__THE DATA__.

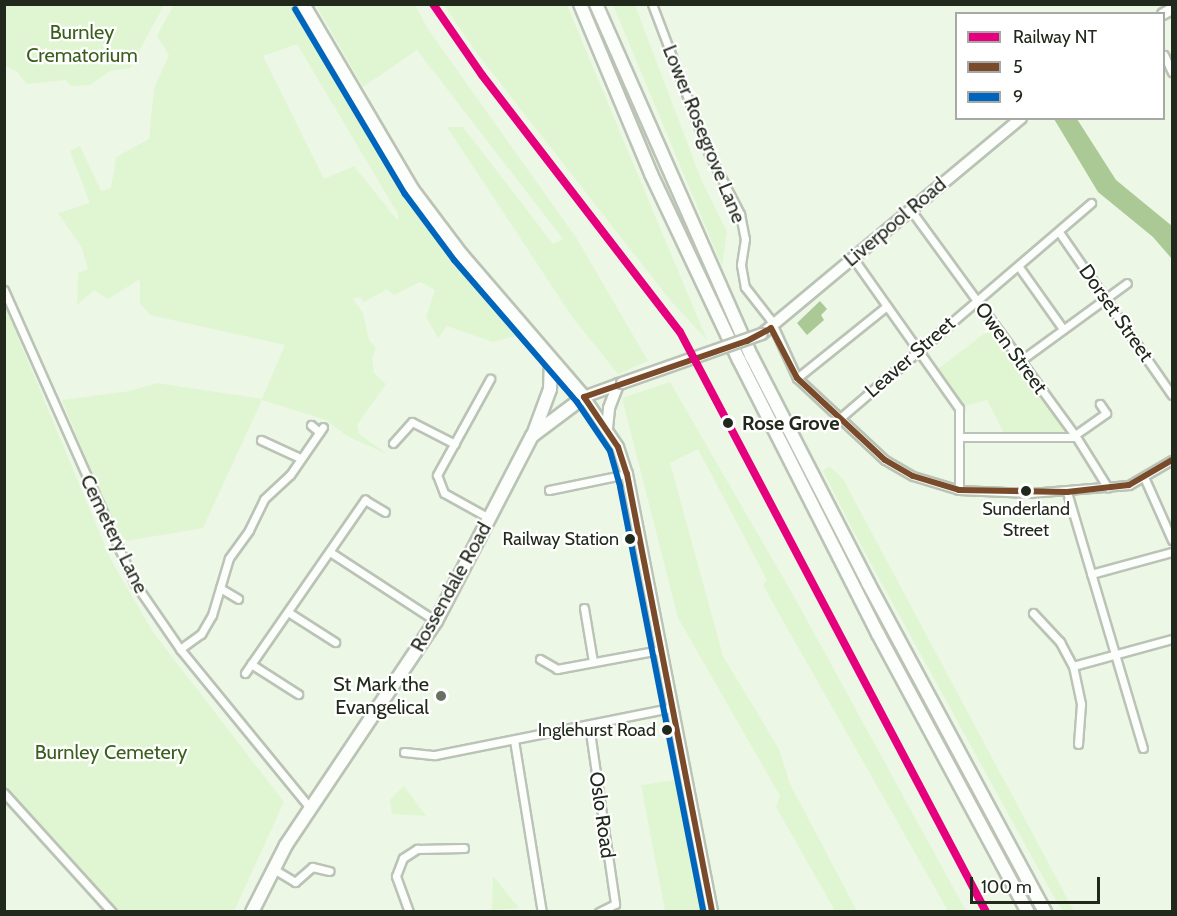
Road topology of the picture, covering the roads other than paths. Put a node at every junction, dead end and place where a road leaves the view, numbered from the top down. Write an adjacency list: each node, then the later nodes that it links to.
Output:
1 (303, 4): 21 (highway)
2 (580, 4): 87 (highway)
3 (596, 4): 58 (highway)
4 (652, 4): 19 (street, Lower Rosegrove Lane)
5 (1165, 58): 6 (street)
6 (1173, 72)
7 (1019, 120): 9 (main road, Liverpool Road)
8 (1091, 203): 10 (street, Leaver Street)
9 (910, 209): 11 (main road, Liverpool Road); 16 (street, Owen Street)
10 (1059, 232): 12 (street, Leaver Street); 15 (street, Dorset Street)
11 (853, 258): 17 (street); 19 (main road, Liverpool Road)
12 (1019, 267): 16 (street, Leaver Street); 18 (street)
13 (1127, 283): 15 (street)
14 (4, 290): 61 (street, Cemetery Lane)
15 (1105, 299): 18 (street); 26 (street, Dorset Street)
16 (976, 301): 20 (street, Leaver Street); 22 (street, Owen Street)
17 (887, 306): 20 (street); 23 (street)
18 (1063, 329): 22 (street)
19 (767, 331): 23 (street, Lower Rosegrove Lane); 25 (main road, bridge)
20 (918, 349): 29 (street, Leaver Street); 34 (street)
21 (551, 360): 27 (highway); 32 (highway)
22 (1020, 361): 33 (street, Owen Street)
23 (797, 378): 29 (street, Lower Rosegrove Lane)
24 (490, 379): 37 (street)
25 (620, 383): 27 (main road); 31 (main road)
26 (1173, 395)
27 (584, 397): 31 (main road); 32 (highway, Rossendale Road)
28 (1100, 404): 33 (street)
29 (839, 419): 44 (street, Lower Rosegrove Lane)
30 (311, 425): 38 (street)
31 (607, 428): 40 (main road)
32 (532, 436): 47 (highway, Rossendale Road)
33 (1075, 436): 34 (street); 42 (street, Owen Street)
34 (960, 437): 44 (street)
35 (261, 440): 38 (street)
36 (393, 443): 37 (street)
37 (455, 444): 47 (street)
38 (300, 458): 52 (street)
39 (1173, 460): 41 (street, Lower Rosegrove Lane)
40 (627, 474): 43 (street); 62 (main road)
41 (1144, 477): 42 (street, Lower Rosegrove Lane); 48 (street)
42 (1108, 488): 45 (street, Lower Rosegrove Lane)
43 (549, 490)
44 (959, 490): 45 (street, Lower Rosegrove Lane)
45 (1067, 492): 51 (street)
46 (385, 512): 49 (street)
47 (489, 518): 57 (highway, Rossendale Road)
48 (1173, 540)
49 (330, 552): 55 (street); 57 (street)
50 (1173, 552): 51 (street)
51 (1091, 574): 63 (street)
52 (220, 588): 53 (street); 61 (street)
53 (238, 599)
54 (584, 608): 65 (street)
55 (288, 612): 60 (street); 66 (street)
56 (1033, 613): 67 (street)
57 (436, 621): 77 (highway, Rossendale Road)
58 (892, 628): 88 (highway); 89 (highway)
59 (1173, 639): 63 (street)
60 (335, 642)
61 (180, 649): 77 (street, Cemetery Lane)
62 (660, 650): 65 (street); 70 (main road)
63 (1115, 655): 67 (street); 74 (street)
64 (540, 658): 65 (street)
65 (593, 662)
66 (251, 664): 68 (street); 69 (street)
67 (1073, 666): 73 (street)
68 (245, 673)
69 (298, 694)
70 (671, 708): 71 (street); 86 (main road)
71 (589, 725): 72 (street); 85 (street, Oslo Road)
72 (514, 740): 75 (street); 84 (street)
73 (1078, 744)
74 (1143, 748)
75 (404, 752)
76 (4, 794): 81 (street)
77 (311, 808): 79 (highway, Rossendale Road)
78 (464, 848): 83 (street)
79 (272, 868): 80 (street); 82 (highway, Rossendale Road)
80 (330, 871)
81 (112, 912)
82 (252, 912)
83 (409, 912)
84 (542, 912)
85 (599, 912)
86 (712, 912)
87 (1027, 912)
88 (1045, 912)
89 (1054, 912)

---

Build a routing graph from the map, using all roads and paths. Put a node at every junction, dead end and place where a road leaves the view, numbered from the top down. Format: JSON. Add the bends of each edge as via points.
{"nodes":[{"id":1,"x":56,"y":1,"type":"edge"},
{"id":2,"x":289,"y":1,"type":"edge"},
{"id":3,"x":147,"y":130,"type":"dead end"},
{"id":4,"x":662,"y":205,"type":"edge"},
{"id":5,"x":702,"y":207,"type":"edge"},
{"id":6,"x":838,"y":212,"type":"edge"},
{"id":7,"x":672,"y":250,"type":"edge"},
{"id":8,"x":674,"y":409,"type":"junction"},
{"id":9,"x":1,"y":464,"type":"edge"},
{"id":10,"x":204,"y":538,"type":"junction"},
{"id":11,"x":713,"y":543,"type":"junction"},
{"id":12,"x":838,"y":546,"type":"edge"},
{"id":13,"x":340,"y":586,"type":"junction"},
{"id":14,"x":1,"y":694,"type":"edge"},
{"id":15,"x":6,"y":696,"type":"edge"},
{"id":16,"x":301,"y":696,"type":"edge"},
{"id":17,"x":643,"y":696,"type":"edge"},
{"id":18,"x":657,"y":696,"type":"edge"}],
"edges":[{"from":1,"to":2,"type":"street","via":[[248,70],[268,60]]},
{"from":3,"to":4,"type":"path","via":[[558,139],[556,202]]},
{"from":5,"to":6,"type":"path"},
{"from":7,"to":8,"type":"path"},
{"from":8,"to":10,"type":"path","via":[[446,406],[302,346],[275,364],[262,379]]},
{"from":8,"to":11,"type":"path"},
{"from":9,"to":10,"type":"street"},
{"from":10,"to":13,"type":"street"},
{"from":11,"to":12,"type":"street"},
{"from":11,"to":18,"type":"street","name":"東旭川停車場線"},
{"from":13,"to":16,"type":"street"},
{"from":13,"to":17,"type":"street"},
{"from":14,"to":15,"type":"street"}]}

* * *

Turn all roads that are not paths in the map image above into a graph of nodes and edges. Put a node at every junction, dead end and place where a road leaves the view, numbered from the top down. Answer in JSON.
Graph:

__WORK TO COMPLETE__.
In the data above, copy every line where the string "that" appears.

__RESULT OF THIS EXERCISE__.
Road topology of the picture, covering the roads other than paths. Put a node at every junction, dead end and place where a road leaves the view, numbered from the top down. Write an adjacency list: each node, then the later nodes that it links to.
Turn all roads that are not paths in the map image above into a graph of nodes and edges. Put a node at every junction, dead end and place where a road leaves the view, numbered from the top down. Answer in JSON.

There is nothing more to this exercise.